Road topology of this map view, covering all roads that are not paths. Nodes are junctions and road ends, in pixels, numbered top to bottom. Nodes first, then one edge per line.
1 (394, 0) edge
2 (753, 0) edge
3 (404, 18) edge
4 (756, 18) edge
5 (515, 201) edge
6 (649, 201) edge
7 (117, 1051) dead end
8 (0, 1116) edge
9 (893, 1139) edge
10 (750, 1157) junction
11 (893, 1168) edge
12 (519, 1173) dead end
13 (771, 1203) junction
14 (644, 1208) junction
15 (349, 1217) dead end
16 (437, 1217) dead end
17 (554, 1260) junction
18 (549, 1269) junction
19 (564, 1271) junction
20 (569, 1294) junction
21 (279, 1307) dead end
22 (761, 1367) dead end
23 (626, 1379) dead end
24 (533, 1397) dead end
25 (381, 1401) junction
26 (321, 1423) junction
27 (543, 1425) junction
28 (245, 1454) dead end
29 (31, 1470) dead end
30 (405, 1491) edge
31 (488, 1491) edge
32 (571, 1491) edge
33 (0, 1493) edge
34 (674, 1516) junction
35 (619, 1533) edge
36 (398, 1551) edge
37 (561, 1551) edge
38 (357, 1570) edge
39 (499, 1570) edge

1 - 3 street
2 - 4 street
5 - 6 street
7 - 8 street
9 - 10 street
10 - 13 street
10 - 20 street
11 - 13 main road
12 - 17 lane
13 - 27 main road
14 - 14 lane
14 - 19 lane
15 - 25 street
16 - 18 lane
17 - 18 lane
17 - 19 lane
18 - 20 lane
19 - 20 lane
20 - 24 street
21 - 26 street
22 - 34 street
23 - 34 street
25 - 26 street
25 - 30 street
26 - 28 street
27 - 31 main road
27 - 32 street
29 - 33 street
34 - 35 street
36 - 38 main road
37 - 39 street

**Task item**
The expected result is a copy of each line in the records where "dead" appears.

**Output below**
7 (117, 1051) dead end
12 (519, 1173) dead end
15 (349, 1217) dead end
16 (437, 1217) dead end
21 (279, 1307) dead end
22 (761, 1367) dead end
23 (626, 1379) dead end
24 (533, 1397) dead end
28 (245, 1454) dead end
29 (31, 1470) dead end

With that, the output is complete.